It is not an excess of ethnocentrism to write that Jews who are less than a miniscule share of the world’s population get disproportionate attention or that the Orthodox who are, except in Israel, about ten percent of all Jews get a disproportionate share of the attention given to Jews or that charedim who are only a part of the Orthodox get a disproportionate share of the attention given to the Orthodox. Some and perhaps much of this disproportionality arises from distinctiveness, with Jews being more distinctive than most other ethnics and the Orthodox and then the charedim being, in turn, even more distinctive. It is also true that, again in the order given, each group craves attention. Living in a fishbowl may be our fate, perhaps as an aspect of our being the Chosen People. Even so, it is not an arrangement that we should wish for.
Unlike most Jews who usually can pass as faces in the crowd, the charedim or fervently Orthodox are because of their dress and appearance, as well as certain practices, invested with an identity that scarcely can be ignored.

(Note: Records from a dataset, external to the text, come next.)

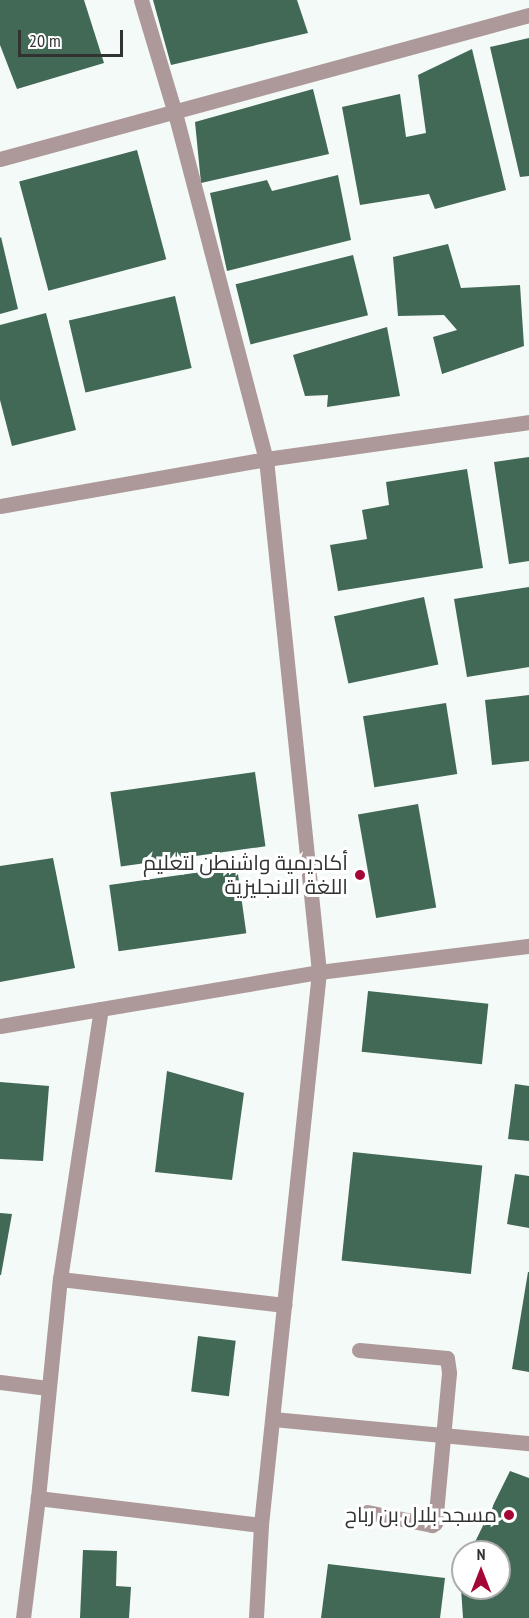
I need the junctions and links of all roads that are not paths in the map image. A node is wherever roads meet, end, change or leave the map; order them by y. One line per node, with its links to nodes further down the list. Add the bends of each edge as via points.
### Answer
1 (141, 0): 3 (street)
2 (529, 15): 3 (street)
3 (174, 113): 4 (street); 6 (street)
4 (0, 159)
5 (529, 422): 6 (street)
6 (266, 459): 7 (street); 9 (street)
7 (0, 506)
8 (529, 946): 9 (street)
9 (319, 972): 10 (street); 13 (street)
10 (101, 1009): 11 (street); 12 (street)
11 (0, 1026)
12 (60, 1280): 13 (street); 16 (street)
13 (285, 1305): 17 (street)
14 (359, 1350): 18 (street, via 447,1358)
15 (0, 1382): 16 (street)
16 (48, 1388): 20 (street)
17 (273, 1419): 18 (street); 22 (street)
18 (445, 1434): 19 (street); 21 (street, via 433,1525)
19 (529, 1443)
20 (38, 1498): 22 (street); 23 (street)
21 (367, 1512)
22 (261, 1525): 24 (street)
23 (23, 1618)
24 (256, 1618)

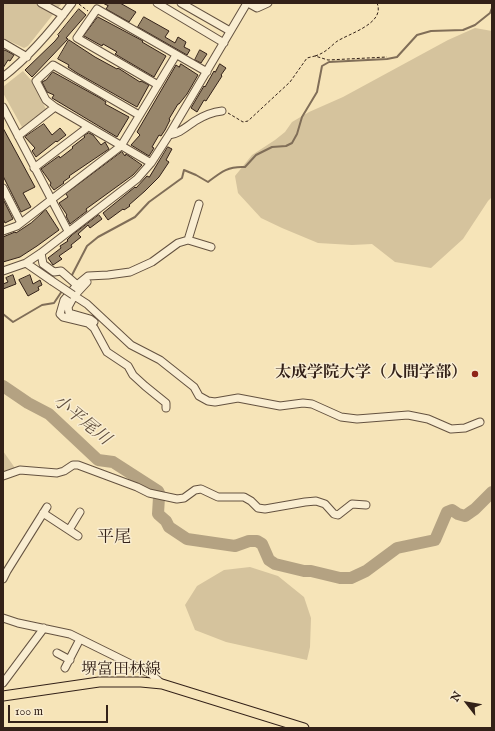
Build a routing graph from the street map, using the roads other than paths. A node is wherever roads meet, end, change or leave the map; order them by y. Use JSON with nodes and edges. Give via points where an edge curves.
{"nodes":[{"id":1,"x":41,"y":3,"type":"edge"},
{"id":2,"x":157,"y":3,"type":"edge"},
{"id":3,"x":181,"y":3,"type":"edge"},
{"id":4,"x":248,"y":3,"type":"edge"},
{"id":5,"x":268,"y":3,"type":"edge"},
{"id":6,"x":76,"y":4,"type":"edge"},
{"id":7,"x":63,"y":15,"type":"junction"},
{"id":8,"x":230,"y":31,"type":"junction"},
{"id":9,"x":3,"y":43,"type":"edge"},
{"id":10,"x":224,"y":43,"type":"junction"},
{"id":11,"x":176,"y":55,"type":"junction"},
{"id":12,"x":27,"y":57,"type":"junction"},
{"id":13,"x":207,"y":72,"type":"junction"},
{"id":14,"x":3,"y":78,"type":"edge"},
{"id":15,"x":158,"y":85,"type":"junction"},
{"id":16,"x":3,"y":107,"type":"edge"},
{"id":17,"x":55,"y":107,"type":"junction"},
{"id":18,"x":222,"y":110,"type":"road end"},
{"id":19,"x":140,"y":115,"type":"junction"},
{"id":20,"x":88,"y":127,"type":"junction"},
{"id":21,"x":169,"y":135,"type":"junction"},
{"id":22,"x":18,"y":136,"type":"junction"},
{"id":23,"x":121,"y":146,"type":"junction"},
{"id":24,"x":151,"y":163,"type":"junction"},
{"id":25,"x":34,"y":168,"type":"junction"},
{"id":26,"x":3,"y":188,"type":"edge"},
{"id":27,"x":51,"y":200,"type":"junction"},
{"id":28,"x":199,"y":204,"type":"dead end"},
{"id":29,"x":21,"y":223,"type":"junction"},
{"id":30,"x":3,"y":231,"type":"edge"},
{"id":31,"x":68,"y":231,"type":"junction"},
{"id":32,"x":188,"y":240,"type":"junction"},
{"id":33,"x":212,"y":247,"type":"dead end"},
{"id":34,"x":41,"y":252,"type":"junction"},
{"id":35,"x":26,"y":263,"type":"junction"},
{"id":36,"x":139,"y":268,"type":"junction"},
{"id":37,"x":3,"y":271,"type":"edge"},
{"id":38,"x":76,"y":284,"type":"junction"},
{"id":39,"x":73,"y":296,"type":"junction"},
{"id":40,"x":108,"y":352,"type":"junction"},
{"id":41,"x":166,"y":408,"type":"dead end"},
{"id":42,"x":480,"y":422,"type":"dead end"},
{"id":43,"x":3,"y":476,"type":"edge"},
{"id":44,"x":366,"y":505,"type":"dead end"},
{"id":45,"x":80,"y":512,"type":"dead end"},
{"id":46,"x":69,"y":530,"type":"junction"},
{"id":47,"x":78,"y":536,"type":"dead end"},
{"id":48,"x":3,"y":579,"type":"edge"},
{"id":49,"x":3,"y":618,"type":"edge"},
{"id":50,"x":44,"y":628,"type":"junction"},
{"id":51,"x":80,"y":639,"type":"junction"},
{"id":52,"x":57,"y":653,"type":"dead end"},
{"id":53,"x":70,"y":660,"type":"junction"},
{"id":54,"x":65,"y":668,"type":"dead end"},
{"id":55,"x":3,"y":683,"type":"edge"},
{"id":56,"x":162,"y":684,"type":"junction"},
{"id":57,"x":3,"y":696,"type":"edge"},
{"id":58,"x":304,"y":728,"type":"edge"}],
"edges":[{"from":1,"to":7,"type":"street"},
{"from":2,"to":10,"type":"street"},
{"from":3,"to":8,"type":"street"},
{"from":4,"to":5,"type":"street","via":[[257,8]]},
{"from":4,"to":8,"type":"street"},
{"from":6,"to":7,"type":"street"},
{"from":7,"to":12,"type":"street"},
{"from":8,"to":10,"type":"street"},
{"from":9,"to":12,"type":"street"},
{"from":10,"to":13,"type":"street"},
{"from":11,"to":13,"type":"street"},
{"from":11,"to":15,"type":"street"},
{"from":11,"to":15,"type":"street","via":[[98,9],[77,38]]},
{"from":12,"to":14,"type":"street"},
{"from":13,"to":21,"type":"street"},
{"from":15,"to":19,"type":"street"},
{"from":16,"to":22,"type":"street"},
{"from":17,"to":19,"type":"street","via":[[46,100],[36,81],[53,65]]},
{"from":17,"to":20,"type":"street"},
{"from":17,"to":22,"type":"street"},
{"from":18,"to":21,"type":"street","via":[[195,121],[176,134]]},
{"from":19,"to":23,"type":"street"},
{"from":20,"to":23,"type":"street"},
{"from":20,"to":25,"type":"street"},
{"from":21,"to":24,"type":"street"},
{"from":22,"to":25,"type":"street"},
{"from":23,"to":24,"type":"street"},
{"from":23,"to":27,"type":"street"},
{"from":24,"to":31,"type":"street","via":[[137,179]]},
{"from":25,"to":27,"type":"street"},
{"from":26,"to":29,"type":"street"},
{"from":27,"to":29,"type":"street"},
{"from":27,"to":31,"type":"street"},
{"from":28,"to":32,"type":"street"},
{"from":29,"to":30,"type":"street"},
{"from":31,"to":34,"type":"street"},
{"from":32,"to":33,"type":"street"},
{"from":32,"to":36,"type":"street","via":[[178,243]]},
{"from":34,"to":35,"type":"street"},
{"from":34,"to":38,"type":"street","via":[[43,264],[54,272],[61,271]]},
{"from":35,"to":37,"type":"street"},
{"from":35,"to":39,"type":"street","bridge":true},
{"from":36,"to":38,"type":"street","via":[[119,274],[88,276]]},
{"from":36,"to":39,"type":"street","via":[[140,271],[124,276],[92,279]]},
{"from":38,"to":40,"type":"street","via":[[64,300],[60,314],[88,323],[94,328]]},
{"from":39,"to":40,"type":"street","via":[[68,307],[69,312],[97,324],[108,345]]},
{"from":39,"to":42,"type":"street","via":[[87,304],[131,345],[160,360],[194,387],[199,396],[208,401],[238,398],[280,406],[312,404],[341,417],[357,419],[408,416],[428,419],[451,429],[465,428]]},
{"from":40,"to":41,"type":"street","via":[[128,366],[132,374],[166,403]]},
{"from":43,"to":44,"type":"street","via":[[20,470],[57,473],[78,465],[149,493],[177,499],[201,489],[218,497],[244,497],[258,508],[266,510],[316,501],[325,504],[338,515],[352,504]]},
{"from":45,"to":46,"type":"street"},
{"from":46,"to":47,"type":"street"},
{"from":46,"to":48,"type":"street","via":[[45,510]]},
{"from":49,"to":50,"type":"street"},
{"from":50,"to":51,"type":"street"},
{"from":50,"to":55,"type":"street"},
{"from":51,"to":53,"type":"street"},
{"from":51,"to":56,"type":"street","via":[[151,674]]},
{"from":52,"to":53,"type":"street"},
{"from":53,"to":54,"type":"street"},
{"from":56,"to":57,"type":"main road","name":"堺富田林線","via":[[99,682]]},
{"from":56,"to":58,"type":"main road","name":"堺富田林線"}]}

What registers in our minds and, at times, in our emotions, when we see charedim is that we are looking at people who are different.
If the ten percent figure for the American Orthodox derived from demographic research is accurate – I believe that it is low – in all likelihood, charedim who are now a majority of the Orthodox, amount to about six percent of all American Jews. Curiously, that’s about the same figure arrived at in Israeli population surveys, a statistic that is highly questionable in view of what we know about charedi fertility and enrollment in Israeli schools. Almost certainly, Israeli charedim are significantly undercounted.

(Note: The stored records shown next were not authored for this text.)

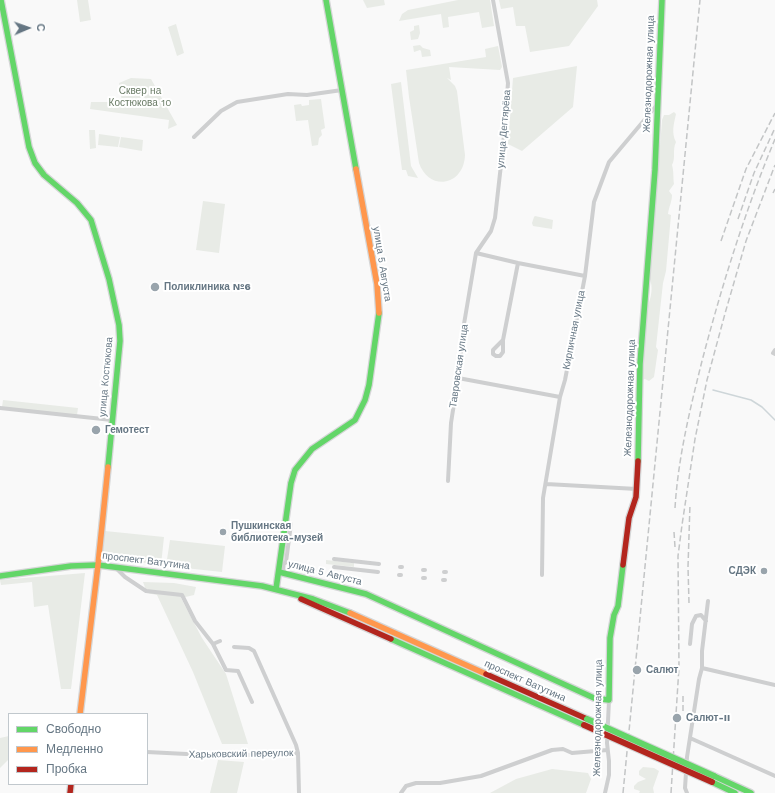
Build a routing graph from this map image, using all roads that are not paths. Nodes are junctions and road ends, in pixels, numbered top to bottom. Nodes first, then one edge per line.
1 (1, 0) edge
2 (326, 0) edge
3 (493, 0) edge
4 (662, 0) edge
5 (342, 90) junction
6 (657, 105) junction
7 (194, 136) dead end
8 (476, 253) junction
9 (518, 263) junction
10 (585, 276) junction
11 (503, 340) dead end
12 (775, 350) edge
13 (775, 354) edge
14 (458, 378) junction
15 (560, 397) junction
16 (0, 408) edge
17 (112, 420) junction
18 (448, 481) dead end
19 (546, 484) junction
20 (637, 489) junction
21 (290, 524) dead end
22 (334, 559) dead end
23 (379, 564) dead end
24 (98, 565) junction
25 (284, 566) junction
26 (334, 567) dead end
27 (116, 568) junction
28 (378, 572) dead end
29 (542, 575) dead end
30 (0, 576) edge
31 (276, 590) junction
32 (708, 600) dead end
33 (706, 621) junction
34 (220, 641) dead end
35 (213, 644) junction
36 (690, 644) dead end
37 (234, 647) dead end
38 (702, 668) junction
39 (775, 685) edge
40 (609, 700) junction
41 (252, 702) dead end
42 (80, 713) edge
43 (690, 738) junction
44 (607, 750) junction
45 (148, 752) edge
46 (298, 754) junction
47 (775, 776) edge
48 (713, 779) junction
49 (298, 793) edge
50 (400, 793) edge
51 (605, 793) edge
52 (686, 793) edge
53 (735, 793) edge
54 (751, 793) edge

1 - 17 street, улица Костюкова
2 - 5 street, улица 5 Августа
3 - 8 street, улица Дегтярёва
4 - 6 street, Железнодорожная улица
5 - 7 street
5 - 25 street, улица 5 Августа
6 - 10 street, Кирпичная улица
6 - 20 street, Железнодорожная улица
8 - 9 street
8 - 14 street, Тавровская улица
9 - 10 street
9 - 11 street
10 - 15 street, Кирпичная улица
12 - 13 street
14 - 15 street
14 - 18 street, Тавровская улица
15 - 19 street, Кирпичная улица
16 - 17 street
17 - 24 street, улица Костюкова
19 - 20 street
19 - 29 street, Кирпичная улица
20 - 40 street, Железнодорожная улица
21 - 25 street
22 - 23 street
24 - 27 street, проспект Ватутина
24 - 30 street, проспект Ватутина
24 - 42 street, улица Костюкова
25 - 31 street, улица 5 Августа
25 - 40 street, улица 5 Августа
26 - 28 street
27 - 31 street, проспект Ватутина
27 - 35 street
31 - 48 street, проспект Ватутина, bridge
32 - 33 street
33 - 36 street
33 - 38 street
34 - 35 street
35 - 41 street
37 - 46 street, Харьковский переулок
38 - 39 street
38 - 43 street
40 - 44 street, Железнодорожная улица
43 - 47 street
43 - 52 street
44 - 50 street
44 - 51 street, Железнодорожная улица
45 - 46 street, Харьковский переулок
46 - 49 street
48 - 53 street, проспект Ватутина
48 - 54 street, проспект Ватутина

Whatever the true numbers, charedim are not a monolithic group. What passes for charedi in many Orthodox homes in the U.S. is not charedi by Israeli standards, as in this country modernity has made significantly greater inroads, whether with respect to secular education or more general cultural and societal indicators. Nor are Israeli charedim all of one cut, even though they may look alike to outsiders. As one example, there is diversity regarding attitudes towards the State of Israel.
For all of its apparently static nature, charedi life is not immune from forces that impel change. Some of this is external, meaning that persons either leave or embrace charedi life, without the core group being much changed as a consequence. In either situation, the change breeds triumphalism, as when secularists gleefully point to ex-charedim in their ranks or when charedim parade their recruits.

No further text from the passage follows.